This guide explains how to structure examples for the Codegen library. A well-structured example helps both humans and AI understand the code's purpose and how to use it effectively.
- Single Responsibility: Each example should demonstrate one clear use case
- Self-Contained: Examples should work independently with minimal setup
- Clear Structure: Follow a consistent file organization pattern
- Good Documentation: Include README.md with clear explanations and examples
example-name/
├── README.md # Documentation and usage examples
├── run.py # Main implementation
├── guide.md # (Optional) Additional technical details
└── input_repo/ # (Optional) Sample code for transformation
Your run.py should follow this structure, demonstrated well in the generate_training_data example:
-
Imports at the top
import codegen from codegen import Codebase from codegen.sdk.core import Function # ... other imports
-
Utility functions with clear docstrings
def hop_through_imports(imp: Import) -> Symbol | ExternalModule: """Finds the root symbol for an import""" # Implementation...
-
Main Codegen function with decorator
@codegen.function("your-function-name") def run(codebase: Codebase): """Clear docstring explaining what the function does.
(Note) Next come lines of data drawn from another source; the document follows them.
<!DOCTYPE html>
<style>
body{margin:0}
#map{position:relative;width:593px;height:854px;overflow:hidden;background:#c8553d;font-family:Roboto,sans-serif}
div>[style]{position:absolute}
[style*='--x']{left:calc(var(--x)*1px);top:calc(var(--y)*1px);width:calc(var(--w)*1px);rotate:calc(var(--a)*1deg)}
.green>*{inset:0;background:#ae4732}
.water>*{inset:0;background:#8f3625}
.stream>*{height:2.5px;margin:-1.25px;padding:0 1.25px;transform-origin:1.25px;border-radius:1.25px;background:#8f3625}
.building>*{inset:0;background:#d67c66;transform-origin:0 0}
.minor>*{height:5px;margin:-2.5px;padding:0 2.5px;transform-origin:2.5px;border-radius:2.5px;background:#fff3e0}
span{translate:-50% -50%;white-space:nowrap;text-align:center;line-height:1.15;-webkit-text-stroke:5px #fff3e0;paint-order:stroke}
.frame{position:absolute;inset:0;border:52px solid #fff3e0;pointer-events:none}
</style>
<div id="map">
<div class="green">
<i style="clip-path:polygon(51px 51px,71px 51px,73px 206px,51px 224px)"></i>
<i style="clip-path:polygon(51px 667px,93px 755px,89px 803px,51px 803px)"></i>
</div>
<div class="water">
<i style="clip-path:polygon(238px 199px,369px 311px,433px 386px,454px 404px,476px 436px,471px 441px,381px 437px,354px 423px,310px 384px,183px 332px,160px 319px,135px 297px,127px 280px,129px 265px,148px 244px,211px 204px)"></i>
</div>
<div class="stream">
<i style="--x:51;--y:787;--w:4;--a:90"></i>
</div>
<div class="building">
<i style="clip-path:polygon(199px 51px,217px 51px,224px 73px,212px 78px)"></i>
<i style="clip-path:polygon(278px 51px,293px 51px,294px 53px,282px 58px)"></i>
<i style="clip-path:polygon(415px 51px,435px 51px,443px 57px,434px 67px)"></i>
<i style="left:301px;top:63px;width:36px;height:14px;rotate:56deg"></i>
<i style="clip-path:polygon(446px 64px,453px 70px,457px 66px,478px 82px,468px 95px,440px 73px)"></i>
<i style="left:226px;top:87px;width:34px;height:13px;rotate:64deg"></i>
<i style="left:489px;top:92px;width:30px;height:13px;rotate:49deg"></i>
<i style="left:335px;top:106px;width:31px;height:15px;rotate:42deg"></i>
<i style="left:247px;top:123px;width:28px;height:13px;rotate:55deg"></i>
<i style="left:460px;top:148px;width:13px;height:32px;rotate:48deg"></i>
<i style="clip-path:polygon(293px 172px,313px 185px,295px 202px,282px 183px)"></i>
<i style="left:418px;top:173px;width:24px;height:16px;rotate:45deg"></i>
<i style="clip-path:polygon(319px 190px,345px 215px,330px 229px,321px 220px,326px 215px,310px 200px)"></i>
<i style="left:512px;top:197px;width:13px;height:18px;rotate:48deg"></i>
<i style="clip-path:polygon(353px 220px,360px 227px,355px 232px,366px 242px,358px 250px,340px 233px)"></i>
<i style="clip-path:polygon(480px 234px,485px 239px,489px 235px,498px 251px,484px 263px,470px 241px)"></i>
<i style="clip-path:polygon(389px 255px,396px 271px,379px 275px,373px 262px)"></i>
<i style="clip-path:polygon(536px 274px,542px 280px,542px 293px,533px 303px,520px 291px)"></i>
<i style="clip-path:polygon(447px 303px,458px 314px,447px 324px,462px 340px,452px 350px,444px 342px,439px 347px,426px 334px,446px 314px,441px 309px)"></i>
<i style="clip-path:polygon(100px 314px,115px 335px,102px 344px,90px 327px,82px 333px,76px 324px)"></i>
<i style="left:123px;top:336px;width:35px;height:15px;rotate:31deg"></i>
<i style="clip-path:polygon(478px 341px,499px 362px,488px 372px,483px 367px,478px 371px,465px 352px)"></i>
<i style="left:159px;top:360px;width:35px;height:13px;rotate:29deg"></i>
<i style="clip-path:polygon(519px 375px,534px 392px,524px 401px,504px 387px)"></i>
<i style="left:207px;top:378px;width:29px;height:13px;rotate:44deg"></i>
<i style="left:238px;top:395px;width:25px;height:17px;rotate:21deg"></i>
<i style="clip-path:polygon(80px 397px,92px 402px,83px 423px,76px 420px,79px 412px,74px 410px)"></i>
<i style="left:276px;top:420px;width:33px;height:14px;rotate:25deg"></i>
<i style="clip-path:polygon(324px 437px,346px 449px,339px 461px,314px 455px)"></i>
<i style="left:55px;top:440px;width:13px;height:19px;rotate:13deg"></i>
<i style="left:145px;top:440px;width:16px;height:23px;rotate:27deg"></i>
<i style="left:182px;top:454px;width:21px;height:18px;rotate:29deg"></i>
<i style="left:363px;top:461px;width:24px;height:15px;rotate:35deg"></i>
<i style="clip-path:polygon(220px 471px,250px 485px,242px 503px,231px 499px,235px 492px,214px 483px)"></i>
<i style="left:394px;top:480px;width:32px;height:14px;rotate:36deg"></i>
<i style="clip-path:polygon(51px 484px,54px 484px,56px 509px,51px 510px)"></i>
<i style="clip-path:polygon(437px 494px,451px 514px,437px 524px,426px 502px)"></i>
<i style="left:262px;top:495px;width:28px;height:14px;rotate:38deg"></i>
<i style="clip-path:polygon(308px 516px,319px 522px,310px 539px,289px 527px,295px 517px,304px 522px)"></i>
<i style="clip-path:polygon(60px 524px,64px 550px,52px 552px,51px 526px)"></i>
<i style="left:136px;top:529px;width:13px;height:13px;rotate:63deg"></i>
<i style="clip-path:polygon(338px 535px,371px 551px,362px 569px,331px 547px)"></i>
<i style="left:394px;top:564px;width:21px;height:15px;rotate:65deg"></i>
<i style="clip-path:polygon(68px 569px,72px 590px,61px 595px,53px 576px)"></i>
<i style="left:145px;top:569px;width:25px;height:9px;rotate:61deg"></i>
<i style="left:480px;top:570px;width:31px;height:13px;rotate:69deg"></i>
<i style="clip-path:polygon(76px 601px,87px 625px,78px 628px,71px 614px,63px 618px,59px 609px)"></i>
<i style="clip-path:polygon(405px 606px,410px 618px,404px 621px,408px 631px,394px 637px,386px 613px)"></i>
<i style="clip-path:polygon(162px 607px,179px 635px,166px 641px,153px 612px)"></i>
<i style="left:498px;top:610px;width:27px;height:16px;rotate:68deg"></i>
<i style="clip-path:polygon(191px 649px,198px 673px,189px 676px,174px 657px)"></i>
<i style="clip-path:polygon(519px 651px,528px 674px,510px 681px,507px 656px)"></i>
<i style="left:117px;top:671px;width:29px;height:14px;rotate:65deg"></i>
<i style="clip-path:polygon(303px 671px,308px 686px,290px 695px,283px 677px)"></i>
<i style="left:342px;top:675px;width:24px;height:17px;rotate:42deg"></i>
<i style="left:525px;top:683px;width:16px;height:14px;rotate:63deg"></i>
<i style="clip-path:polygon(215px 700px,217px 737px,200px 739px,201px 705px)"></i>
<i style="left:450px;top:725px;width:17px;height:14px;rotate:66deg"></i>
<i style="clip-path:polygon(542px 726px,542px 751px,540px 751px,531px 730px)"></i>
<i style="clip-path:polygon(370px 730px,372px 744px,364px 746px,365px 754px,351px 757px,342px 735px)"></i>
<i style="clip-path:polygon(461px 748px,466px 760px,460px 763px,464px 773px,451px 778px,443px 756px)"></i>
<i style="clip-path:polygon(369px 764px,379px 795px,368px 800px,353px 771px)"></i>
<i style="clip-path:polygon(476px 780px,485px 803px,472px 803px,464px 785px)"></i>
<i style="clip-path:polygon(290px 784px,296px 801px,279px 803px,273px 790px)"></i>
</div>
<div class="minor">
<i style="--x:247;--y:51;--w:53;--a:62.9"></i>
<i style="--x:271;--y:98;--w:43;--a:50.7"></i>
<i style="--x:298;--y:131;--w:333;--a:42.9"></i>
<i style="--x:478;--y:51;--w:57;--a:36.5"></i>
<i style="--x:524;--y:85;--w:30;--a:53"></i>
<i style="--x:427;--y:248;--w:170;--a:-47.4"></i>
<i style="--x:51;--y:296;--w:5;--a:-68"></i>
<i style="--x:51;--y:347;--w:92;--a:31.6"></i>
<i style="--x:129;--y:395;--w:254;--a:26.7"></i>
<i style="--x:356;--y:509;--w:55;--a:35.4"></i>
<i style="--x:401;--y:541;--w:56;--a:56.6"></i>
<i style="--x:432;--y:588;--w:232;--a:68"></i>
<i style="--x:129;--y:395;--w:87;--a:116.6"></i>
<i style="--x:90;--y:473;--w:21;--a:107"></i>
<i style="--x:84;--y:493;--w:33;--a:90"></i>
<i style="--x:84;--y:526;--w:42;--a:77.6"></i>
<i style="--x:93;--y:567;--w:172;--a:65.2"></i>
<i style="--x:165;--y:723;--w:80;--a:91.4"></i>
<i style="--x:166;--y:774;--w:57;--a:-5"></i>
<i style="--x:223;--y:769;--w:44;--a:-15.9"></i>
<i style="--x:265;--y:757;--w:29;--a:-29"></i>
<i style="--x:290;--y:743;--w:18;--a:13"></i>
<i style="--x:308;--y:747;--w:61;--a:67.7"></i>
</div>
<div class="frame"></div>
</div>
Include: 1. Purpose of the function 2. Key steps or transformations 3. Expected output """ # Implementation...
-
Entry point at bottom
if __name__ == "__main__": # Initialize codebase # Run transformation # Save/display results
Prefer using public repositories for examples when possible. However, sometimes you need a specific code structure to demonstrate a concept clearly. Here's how to handle both cases:
# Preferred: Use a well-known public repo that demonstrates the concept well
codebase = Codebase.from_repo("fastapi/fastapi")
# Alternative: Create a minimal example repo when you need specific code structure
# 1. Create an input_repo/ directory in your example
# 2. Add minimal code that clearly demonstrates the transformation
codebase = Codebase("./input_repo")For example:
example-name/
├── README.md
├── run.py
└── input_repo/ # Your minimal example code
├── app.py
└── utils.py
Choose between these approaches based on:
- Can you find a public repo that clearly shows the concept?
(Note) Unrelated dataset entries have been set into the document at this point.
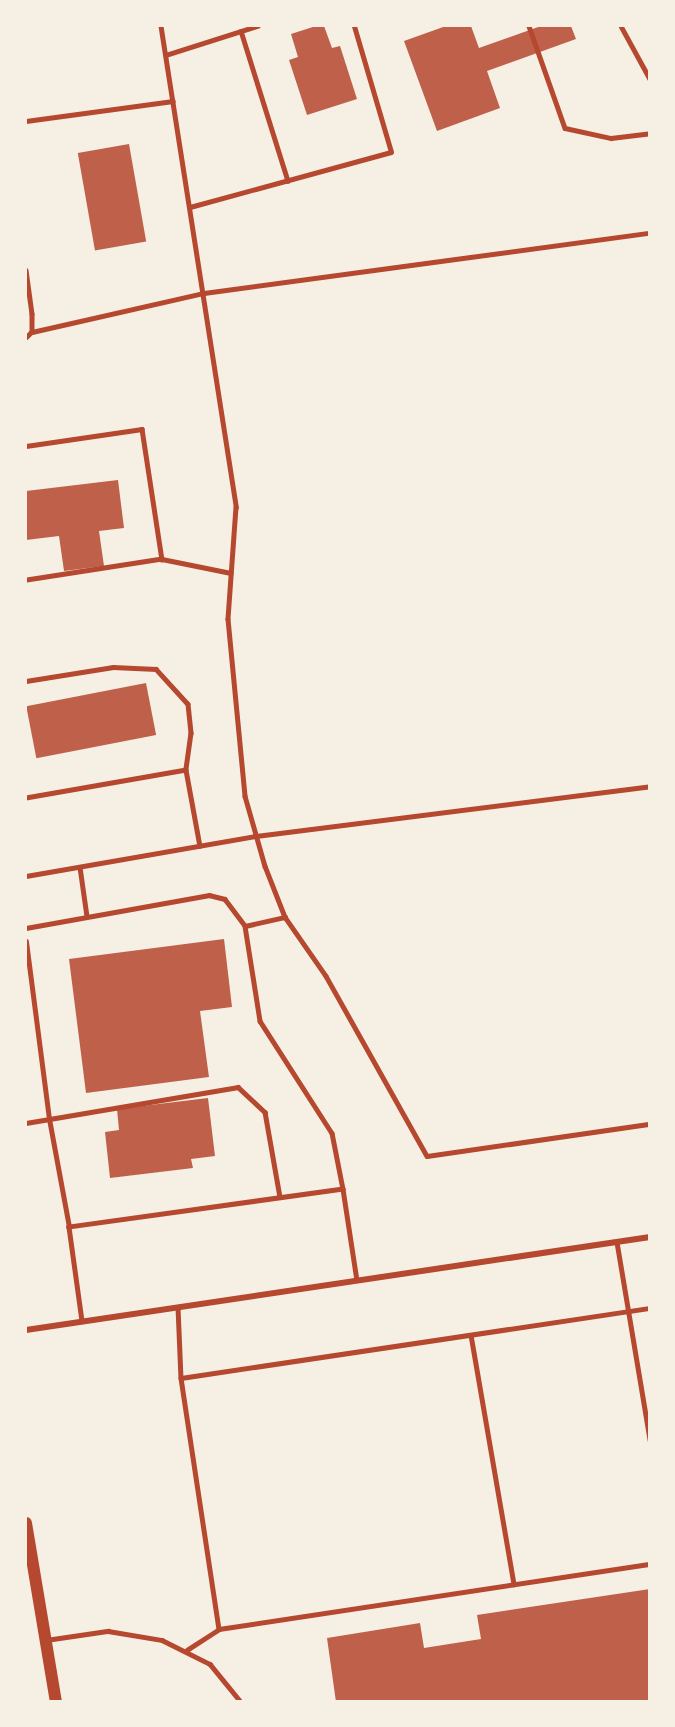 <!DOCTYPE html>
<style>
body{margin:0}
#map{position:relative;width:675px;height:1727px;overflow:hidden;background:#f6efe4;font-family:"Fira Sans Condensed",sans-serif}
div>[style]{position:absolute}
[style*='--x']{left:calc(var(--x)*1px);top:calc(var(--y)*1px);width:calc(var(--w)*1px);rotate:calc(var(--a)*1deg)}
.building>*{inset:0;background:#bf614a;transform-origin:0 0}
.service>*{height:4.5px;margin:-2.25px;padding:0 2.25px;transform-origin:2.25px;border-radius:2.25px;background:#b5482f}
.minor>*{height:6px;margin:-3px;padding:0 3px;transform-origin:3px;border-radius:3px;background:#b5482f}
.secondary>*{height:12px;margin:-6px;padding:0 6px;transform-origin:6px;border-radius:6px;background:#b5482f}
span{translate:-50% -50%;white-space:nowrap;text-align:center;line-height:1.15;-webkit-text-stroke:6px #f6efe4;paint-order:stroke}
.frame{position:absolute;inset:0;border:27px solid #f6efe4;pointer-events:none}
</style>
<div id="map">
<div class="building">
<i style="clip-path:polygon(316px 26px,324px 26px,332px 48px,340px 46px,357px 99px,307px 115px,289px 60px,298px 57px,291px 34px)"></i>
<i style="clip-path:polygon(446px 26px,471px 26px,479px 48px,541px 26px,571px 26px,576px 39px,487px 71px,500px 108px,437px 131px,404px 41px)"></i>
<i style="left:129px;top:144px;width:99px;height:52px;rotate:80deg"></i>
<i style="clip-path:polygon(118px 480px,124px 528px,99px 531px,104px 566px,64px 571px,59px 536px,26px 540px,26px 491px)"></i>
<i style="left:146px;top:683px;width:53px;height:122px;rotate:79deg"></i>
<i style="clip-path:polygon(224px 939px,232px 1007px,200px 1011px,209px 1077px,86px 1093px,69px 959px)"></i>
<i style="clip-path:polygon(208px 1098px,215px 1156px,191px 1159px,193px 1168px,110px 1178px,105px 1132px,119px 1130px,117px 1109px)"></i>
<i style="clip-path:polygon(650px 1589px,650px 1702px,336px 1702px,327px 1638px,420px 1623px,424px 1648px,481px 1639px,477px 1615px)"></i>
</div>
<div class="service">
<i style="--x:161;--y:26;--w:487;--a:81.1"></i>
<i style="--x:236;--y:507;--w:112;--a:94.1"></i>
<i style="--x:228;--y:619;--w:178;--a:84.5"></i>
<i style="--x:245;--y:796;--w:73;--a:74.1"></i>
<i style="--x:265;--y:866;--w:55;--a:68.6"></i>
<i style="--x:285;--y:917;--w:72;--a:55.2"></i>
<i style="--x:326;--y:976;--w:206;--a:60.7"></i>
<i style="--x:427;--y:1156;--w:225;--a:-8.2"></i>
<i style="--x:529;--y:26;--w:108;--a:70.6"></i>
<i style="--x:565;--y:128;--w:47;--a:12.3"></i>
<i style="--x:611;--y:138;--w:39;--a:-7"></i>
<i style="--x:621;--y:26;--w:60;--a:61.3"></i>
<i style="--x:241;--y:31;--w:157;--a:72.6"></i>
<i style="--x:166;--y:55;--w:96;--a:-17.7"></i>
<i style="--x:26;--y:121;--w:148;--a:-7.7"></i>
<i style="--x:190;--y:207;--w:208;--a:-15.3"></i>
<i style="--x:391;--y:152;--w:131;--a:-106.4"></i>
<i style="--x:26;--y:270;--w:44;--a:82.2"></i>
<i style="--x:32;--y:314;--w:18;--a:90"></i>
<i style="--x:32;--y:332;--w:8;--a:135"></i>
<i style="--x:32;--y:332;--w:176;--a:-12.8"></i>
<i style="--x:204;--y:293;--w:450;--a:-7.7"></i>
<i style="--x:26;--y:446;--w:117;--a:-8.3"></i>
<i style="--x:142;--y:429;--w:132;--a:81.3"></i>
<i style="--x:162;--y:559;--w:138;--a:171.2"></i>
<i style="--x:162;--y:559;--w:70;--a:11.5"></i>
<i style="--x:26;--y:681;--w:88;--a:-9.1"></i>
<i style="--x:113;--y:667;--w:43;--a:2.7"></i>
<i style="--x:156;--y:669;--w:47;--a:47.6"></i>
<i style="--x:188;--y:704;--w:29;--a:84"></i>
<i style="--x:191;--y:733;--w:37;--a:98"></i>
<i style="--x:186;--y:770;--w:162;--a:170.1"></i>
<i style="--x:186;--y:770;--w:77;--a:79.6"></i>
<i style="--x:80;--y:867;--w:49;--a:81.9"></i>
<i style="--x:26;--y:876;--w:233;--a:-9.9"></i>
<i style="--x:256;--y:836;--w:397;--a:-7.2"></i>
<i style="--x:245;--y:926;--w:41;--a:-12.7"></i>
<i style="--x:26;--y:928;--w:186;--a:-10.2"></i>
<i style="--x:209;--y:895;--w:16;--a:14"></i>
<i style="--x:225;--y:899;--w:34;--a:53"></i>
<i style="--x:245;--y:926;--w:96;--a:81"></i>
<i style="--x:260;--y:1021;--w:133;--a:57.3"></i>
<i style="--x:332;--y:1133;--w:57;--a:78.9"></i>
<i style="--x:343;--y:1189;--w:277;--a:172.1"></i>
<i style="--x:69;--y:1227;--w:110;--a:-100.5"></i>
<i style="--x:49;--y:1119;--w:179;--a:-97.4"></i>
<i style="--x:26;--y:1123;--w:215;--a:-9.6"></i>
<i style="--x:238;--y:1087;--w:37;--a:43"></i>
<i style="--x:265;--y:1112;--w:86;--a:80"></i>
<i style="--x:343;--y:1189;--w:92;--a:81.3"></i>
<i style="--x:69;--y:1227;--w:95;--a:82.1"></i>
<i style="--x:617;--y:1242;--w:201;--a:80.5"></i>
<i style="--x:178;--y:1307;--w:71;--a:87.6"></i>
<i style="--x:181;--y:1378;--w:254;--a:81.4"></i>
<i style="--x:471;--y:1335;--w:253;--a:80.2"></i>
<i style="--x:181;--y:1378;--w:474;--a:-8.5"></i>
<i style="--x:46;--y:1640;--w:63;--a:-8.3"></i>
<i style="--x:108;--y:1631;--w:55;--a:9.5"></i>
<i style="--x:162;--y:1640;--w:54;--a:26.6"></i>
<i style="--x:210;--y:1664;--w:49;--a:50.8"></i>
<i style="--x:187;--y:1650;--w:38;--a:-33"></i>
<i style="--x:219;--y:1629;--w:436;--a:-8.6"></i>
</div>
<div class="minor">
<i style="--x:26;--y:1330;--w:631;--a:-8.48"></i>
</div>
<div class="secondary">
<i style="--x:26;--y:1523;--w:181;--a:80.5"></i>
</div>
<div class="frame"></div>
</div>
- Is the transformation specific enough that a custom example would be clearer?
- Would a minimal example be more educational than a complex real-world one?
-
Function Decorator
- Always use
@codegen.function()with a descriptive name - Name should match the example's purpose
- Always use
-
Utility Functions
- Break down complex logic into smaller, focused functions
- Each utility should demonstrate one clear concept
- Include type hints and docstrings
-
Main Function
- Name it
run()for consistency - Include comprehensive docstring explaining the transformation
- Return meaningful data that can be used programmatically
- Name it
-
Entry Point
- Include a
__name__ == "__main__"block - Show both initialization and execution
- Add progress messages for better UX
- Include a
-
Error Handling
- Include appropriate error handling for common cases
- Provide clear error messages
The generate_training_data example demonstrates these principles well:
# Focused utility function
def get_function_context(function) -> dict:
"""Get the implementation, dependencies, and usages of a function."""
# Clear, focused implementation...
# Main transformation with decorator
@codegen.function("generate-training-data")
def run(codebase: Codebase):
"""Generate training data using a node2vec-like approach...
This codemod:
1. Finds all functions...
2. For each function...
3. Outputs structured JSON...
"""
# Clear implementation with good structure...
# Clean entry point
if __name__ == "__main__":
print("Initializing codebase...")
codebase = Codebase.from_repo("fastapi/fastapi")
run(codebase)
# ... rest of executionEvery example should include:
- README.md
- Clear explanation of purpose
- Explains key syntax and program function
- Code examples showing the transformation (before/after)
- If using
input_repo/, explain its structure and contents - Output format (if applicable)
- Setup and running instructions
Before submitting:
- Test with a fresh environment
- Verify all dependencies are listed
- Ensure the example runs with minimal setup
- Check that documentation is clear and accurate
Remember: Your example might be used by both humans and AI to understand Codegen's capabilities. Clear structure and documentation help everyone use your code effectively.